9. The low-temperature fresh milk handling and placement combined optimization multi-constraint packing method according to claim 4, characterized in that, The high-dimensional scene similarity matching method adopts Mahalanobis distance calculation. The high-dimensional scene feature vector includes SKU combination features of low-temperature fresh milk, empty space ratio features, cold chain environment temperature features, cold chain environment humidity features, and condensate level features calculated based on cold chain temperature and humidity. The covariance matrix of the high-dimensional scene feature vector is obtained through offline training using cold chain scene sample data, with a focus on optimizing the correlation weights between the condensate level feature and other features. When the scene similarity is higher than the matching threshold, the adapted placement template is directly reused and cold chain scene adaptation correction is performed.

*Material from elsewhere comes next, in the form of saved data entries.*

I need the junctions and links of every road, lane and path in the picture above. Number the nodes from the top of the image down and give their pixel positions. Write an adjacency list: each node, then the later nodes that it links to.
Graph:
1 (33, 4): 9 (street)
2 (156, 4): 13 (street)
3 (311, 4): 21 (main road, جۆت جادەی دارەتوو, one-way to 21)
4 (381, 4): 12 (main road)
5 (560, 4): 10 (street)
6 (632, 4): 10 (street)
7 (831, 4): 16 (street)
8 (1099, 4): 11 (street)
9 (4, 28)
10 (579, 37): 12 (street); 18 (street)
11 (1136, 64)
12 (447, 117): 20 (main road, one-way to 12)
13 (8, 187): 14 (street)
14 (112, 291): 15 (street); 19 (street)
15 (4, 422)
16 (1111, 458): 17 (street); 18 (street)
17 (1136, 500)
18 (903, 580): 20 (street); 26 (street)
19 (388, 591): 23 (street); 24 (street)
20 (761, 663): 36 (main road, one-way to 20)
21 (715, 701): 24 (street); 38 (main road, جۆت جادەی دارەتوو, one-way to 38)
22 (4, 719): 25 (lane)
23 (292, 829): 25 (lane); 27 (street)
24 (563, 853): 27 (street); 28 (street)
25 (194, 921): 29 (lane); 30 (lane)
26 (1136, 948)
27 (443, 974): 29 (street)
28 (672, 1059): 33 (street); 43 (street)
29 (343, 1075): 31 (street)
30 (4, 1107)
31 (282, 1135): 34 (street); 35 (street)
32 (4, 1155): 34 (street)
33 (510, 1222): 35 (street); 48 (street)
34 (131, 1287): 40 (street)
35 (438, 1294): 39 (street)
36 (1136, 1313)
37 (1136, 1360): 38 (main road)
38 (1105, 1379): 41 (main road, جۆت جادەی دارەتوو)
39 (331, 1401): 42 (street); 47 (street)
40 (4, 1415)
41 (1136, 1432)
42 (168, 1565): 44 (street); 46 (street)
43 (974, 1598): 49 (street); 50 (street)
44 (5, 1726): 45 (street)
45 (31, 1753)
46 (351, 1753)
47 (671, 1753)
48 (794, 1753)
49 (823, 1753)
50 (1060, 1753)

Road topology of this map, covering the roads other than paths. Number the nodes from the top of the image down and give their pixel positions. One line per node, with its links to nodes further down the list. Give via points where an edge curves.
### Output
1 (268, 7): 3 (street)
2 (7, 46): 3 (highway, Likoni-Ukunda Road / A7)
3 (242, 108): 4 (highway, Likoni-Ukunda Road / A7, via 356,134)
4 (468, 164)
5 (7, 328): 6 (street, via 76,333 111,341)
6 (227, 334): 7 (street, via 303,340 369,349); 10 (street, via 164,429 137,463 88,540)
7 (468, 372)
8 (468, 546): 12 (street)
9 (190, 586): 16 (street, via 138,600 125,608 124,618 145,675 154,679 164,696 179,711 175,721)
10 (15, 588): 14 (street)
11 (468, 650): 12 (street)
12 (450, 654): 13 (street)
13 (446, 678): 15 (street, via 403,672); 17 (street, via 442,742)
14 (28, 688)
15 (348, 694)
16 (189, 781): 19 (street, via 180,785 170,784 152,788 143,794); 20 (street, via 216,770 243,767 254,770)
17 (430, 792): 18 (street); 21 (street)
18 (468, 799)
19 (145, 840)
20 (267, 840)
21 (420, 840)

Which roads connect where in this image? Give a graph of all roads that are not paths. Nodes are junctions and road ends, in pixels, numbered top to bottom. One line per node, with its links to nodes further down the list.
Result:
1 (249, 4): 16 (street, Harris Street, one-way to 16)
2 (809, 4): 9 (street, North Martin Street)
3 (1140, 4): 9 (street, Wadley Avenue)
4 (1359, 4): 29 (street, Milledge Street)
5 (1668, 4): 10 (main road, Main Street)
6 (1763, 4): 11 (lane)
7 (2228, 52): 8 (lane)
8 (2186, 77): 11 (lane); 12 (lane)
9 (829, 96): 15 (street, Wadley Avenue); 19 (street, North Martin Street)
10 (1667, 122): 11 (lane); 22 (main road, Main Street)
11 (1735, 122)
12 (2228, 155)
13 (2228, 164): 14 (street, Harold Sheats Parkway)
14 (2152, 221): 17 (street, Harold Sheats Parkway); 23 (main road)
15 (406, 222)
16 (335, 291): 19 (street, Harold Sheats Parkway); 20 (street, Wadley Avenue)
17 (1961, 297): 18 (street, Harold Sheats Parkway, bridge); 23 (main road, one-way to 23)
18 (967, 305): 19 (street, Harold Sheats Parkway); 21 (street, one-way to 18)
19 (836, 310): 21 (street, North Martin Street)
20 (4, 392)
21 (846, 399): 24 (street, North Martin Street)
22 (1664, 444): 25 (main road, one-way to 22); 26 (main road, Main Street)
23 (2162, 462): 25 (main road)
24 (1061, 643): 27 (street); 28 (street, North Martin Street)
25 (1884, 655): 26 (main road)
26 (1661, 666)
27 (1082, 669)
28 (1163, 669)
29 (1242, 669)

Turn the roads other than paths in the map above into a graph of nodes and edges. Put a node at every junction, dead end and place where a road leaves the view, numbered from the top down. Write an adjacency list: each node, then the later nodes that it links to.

10. The low-temperature fresh milk gripping and releasing combined optimization multi-constraint packing method according to claim 2, characterized in that, The time-series learning method is a time-series differential learning method, and the parameter adjustment of the time-series differential learning is aimed at adapting to the sequence characteristics of low-temperature fresh milk orders; When a preset quantity or more of fragile, soft-packed fresh milk items appear consecutively in the order sequence, the discount factor of the temporal difference learning is adjusted. The weight prediction coefficient corresponding to the stability constraint is set with an appropriate growth limit to adapt to the demand for low-temperature fresh milk packaging, so as to avoid the excessive growth of the coefficient affecting the weight allocation of other constraints. The training data of the time-series learning method is limited to historical weight prediction deviation data in the cold chain scenario.